The accuracy of textbooks on national politics is often victim to prevailing demands of the ‘national narrative’
Textbooks dealing with national politics are supposed to be collections of prescribed knowledge, which don’t necessarily tell the truth if it goes against the accepted “national narrative.” National myths are made permanent in the textbook; and if you deviate as a student-examinee from its “truths” you can actually fail exams. In this way, textbooks tend to become falsification of facts when it comes to the ideology of the state and its “action” in pursuit of its ideology and policy.
Pakistan has a “foreign policy” textbook—Pakistan’s Foreign Policy: a Reappraisal—written by former ambassador Shahid Amin. It was initially printed in 2000, reprinted in 2010, and then reprinted once more in 2020. It is currently being read by students who wish to take civil service exams. Amin served in the Pakistan Foreign Service in various capacities, including as ambassador and special envoy. He was Pakistan’s ambassador to Saudi Arabia, France, the Soviet Union, Nigeria, and Libya, with concurrent accreditation to several other countries. He was also posted in New Delhi, Kabul, Tehran, Brussels, London, and New York.
Amin retired from the Foreign Service in 1997. He is a well-known figure in the media, where he often participates in discussions on international affairs and Pakistan’s political and economic scenario. The author has also published articles on foreign affairs in local and international publications. His other publications include Realism in Politics (2003); Coexistence or Conflict? (2012); Concise History of Pakistan (2015); Pakistan Forever (2017); and Pakistan’s Relations with Saudi Arabia (forthcoming 2020).
Kargil: fiasco or victory?
The May 1999 Kargil “crisis,” known to “outsiders” as Pakistan’s defeat at the hands of India, has been assigned a chapter in Pakistan’s Foreign Policy: A Reappraisal. The author sums up the most humiliating event in Pakistan’s history like this:
“A closer examination of the apparent Indian successes suggests a less rosy picture for New Delhi. In the battlefield, India did poorly. According to India’s own estimates, the number of the intruders was in several hundreds. They did not possess the weaponry of a regular army action, only a guerrilla force. To throw out this small number of intruders, India threw in a force, at least, of over 20,000 (some accounts suggest twice this number) regular troops including some elite commandos, backed up by heavy artillery and the latest aircraft, the Indians made painfully slow progress. Two months later, India had only made limited military gains on the ground.”
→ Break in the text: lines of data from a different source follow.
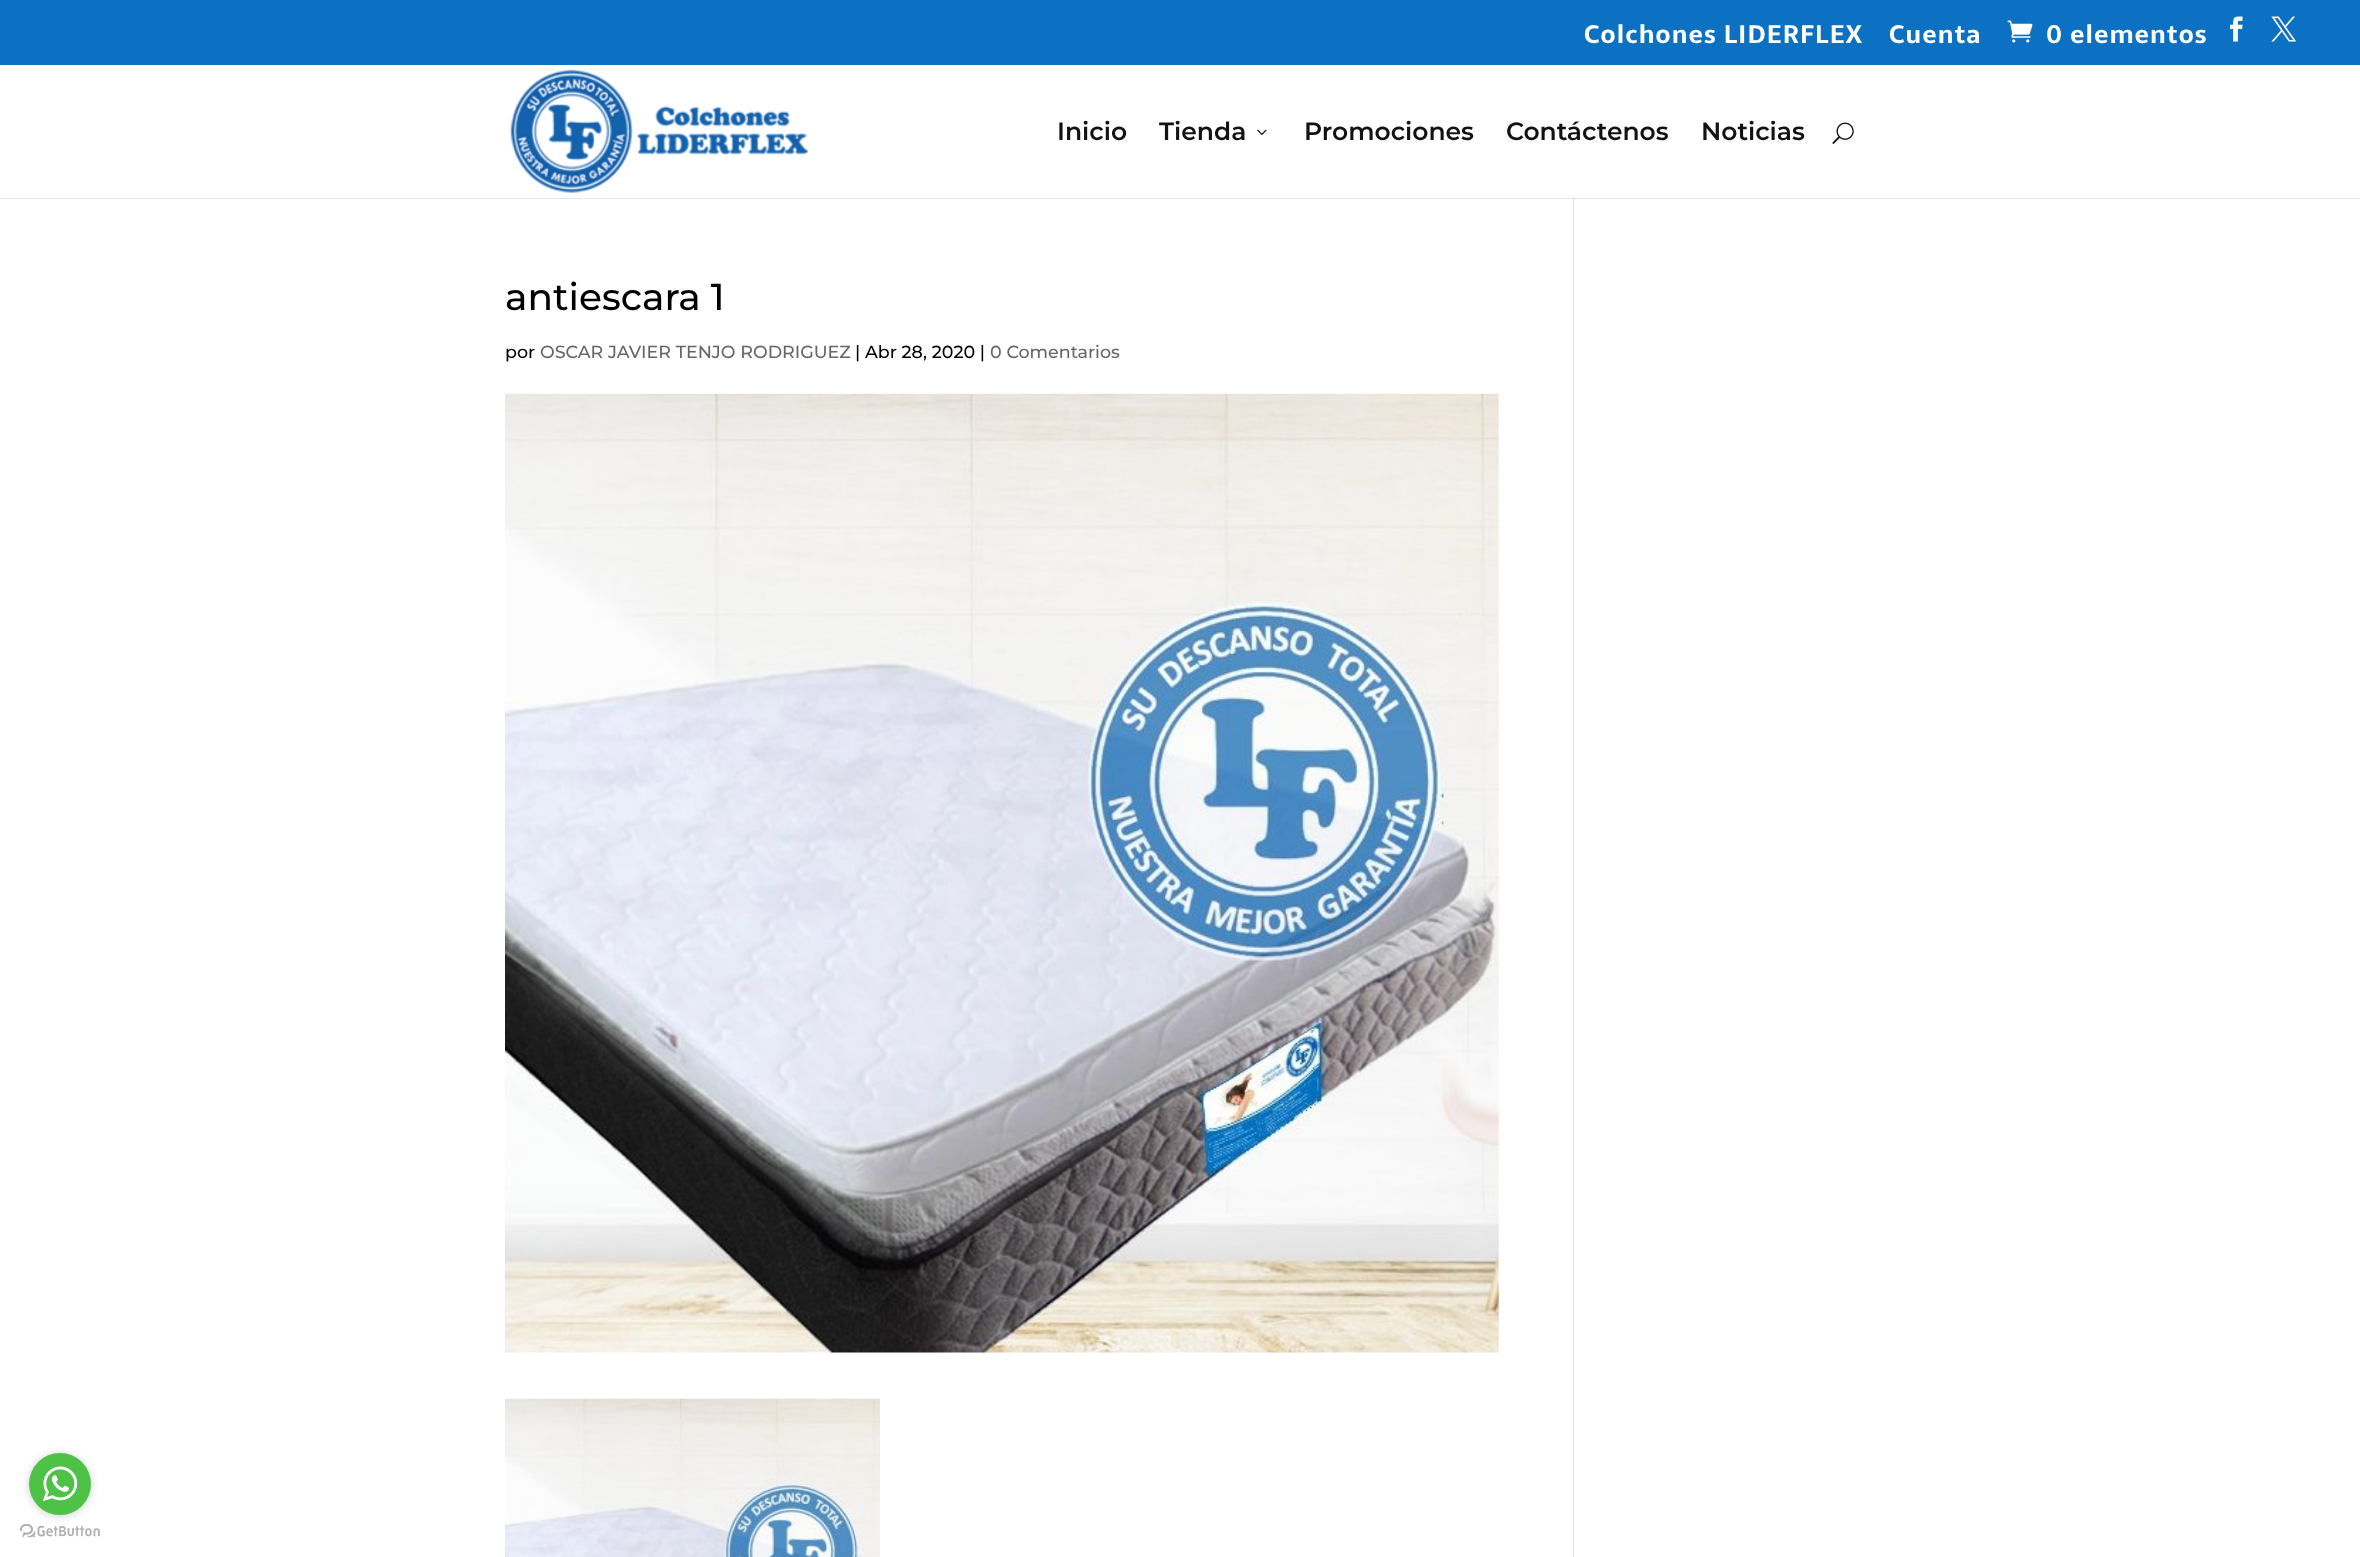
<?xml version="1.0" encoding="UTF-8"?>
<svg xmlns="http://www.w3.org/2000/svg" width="2360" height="1557">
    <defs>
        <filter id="blur1" x="-50%" y="-200%" width="200%" height="500%"><feGaussianBlur stdDeviation="4.5"/></filter>
    </defs>
    <rect width="100%" height="100%" fill="#FFFFFF"/>
    <rect x="0" y="0" width="2360" height="65" fill="#0C71C3"/>
    <text x="1584" y="43" font-family="Sarala" font-size="25" font-weight="700" letter-spacing="1.25" fill="#FFFFFF">Colchones LIDERFLEX</text>
    <text x="1889" y="43" font-family="Sarala" font-size="25" font-weight="700" letter-spacing="1.25" fill="#FFFFFF">Cuenta</text>
    <image x="2007" y="20" width="26" height="23" href="img_01.png"/>
    <text x="2046" y="43" font-family="Sarala" font-size="25" font-weight="700" letter-spacing="1.25" fill="#FFFFFF">0 elementos</text>
    <image x="2230" y="16" width="13" height="26" href="img_02.png"/>
    <image x="2271" y="16" width="25" height="26" href="img_03.png"/>
    <rect x="0" y="198" width="2360" height="1" fill="#E6E6E6"/>
    <rect x="1573" y="196" width="1" height="1361" fill="#E2E2E2"/>
    <rect x="1573" y="196" width="1" height="2" fill="#FFFFFF"/>
    <image x="510" y="69" width="298" height="124" href="img_04.png"/>
    <text x="1057" y="140" font-family="'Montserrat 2'" font-size="25" font-weight="100" fill="#121212">Inicio</text>
    <text x="1159" y="140" font-family="'Montserrat 2'" font-size="25" font-weight="100" fill="#121212">Tienda</text>
    <image x="1257" y="129" width="10" height="6" href="img_05.png"/>
    <text x="1304" y="140" font-family="'Montserrat 2'" font-size="25" font-weight="100" fill="#121212">Promociones</text>
    <text x="1506" y="140" font-family="'Montserrat 2'" font-size="25" font-weight="100" fill="#121212">Contáctenos</text>
    <text x="1701" y="140" font-family="'Montserrat 2'" font-size="25" font-weight="100" fill="#121212">Noticias</text>
    <image x="1832" y="122" width="22" height="22" href="img_06.png"/>
    <text x="505" y="310" font-family="Montserrat" font-size="37.5" font-weight="100" fill="#000000">antiescara 1</text>
    <text x="505" y="358" font-family="Montserrat" font-size="17.5" font-weight="100" fill="#000000">por</text>
    <text x="540" y="358" font-family="Montserrat" font-size="17.5" font-weight="100" fill="#666666">OSCAR JAVIER TENJO RODRIGUEZ</text>
    <text x="855" y="358" font-family="Montserrat" font-size="17.5" font-weight="100" fill="#000000">| Abr 28, 2020 |</text>
    <text x="990" y="358" font-family="Montserrat" font-size="17.5" font-weight="100" fill="#666666">0 Comentarios</text>
    <image x="505" y="393" width="994" height="960" href="img_07.png"/>
    <image x="505" y="1398" width="375" height="159" href="img_08.png"/>
    <rect x="1573" y="198" width="1" height="1" fill="#CBCBCB"/>
    <image x="20" y="1524" width="80" height="14" href="img_10.png"/>
    <rect x="29" y="1454" width="62" height="62" rx="31" fill="#888888" fill-opacity="0.4" filter="url(#blur1)"/>
    <circle cx="60" cy="1484" r="31" fill="#4DC247"/>
    <image x="42" y="1466" width="36" height="36" href="img_09.png"/>
</svg>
Mujahideen fought like tigers
He continues: “The eviction of the mujahideen was eventually secured through a political decision. In the process, the Indians bore heavy losses: the official count was nearly 400 dead, which was high enough against the small number of “the mujahideen.” The Indian casualties were believed to have been higher despite enjoying overwhelming military superiority, and making allowance for the fact that the Indians had to climb up the hills, the Indian military performance was poor, whereas the mujahideen seem to have fought like tigers. This clearly raises questions about the quality of the Indian military and its morale, despite all the hype generated by the Indian media.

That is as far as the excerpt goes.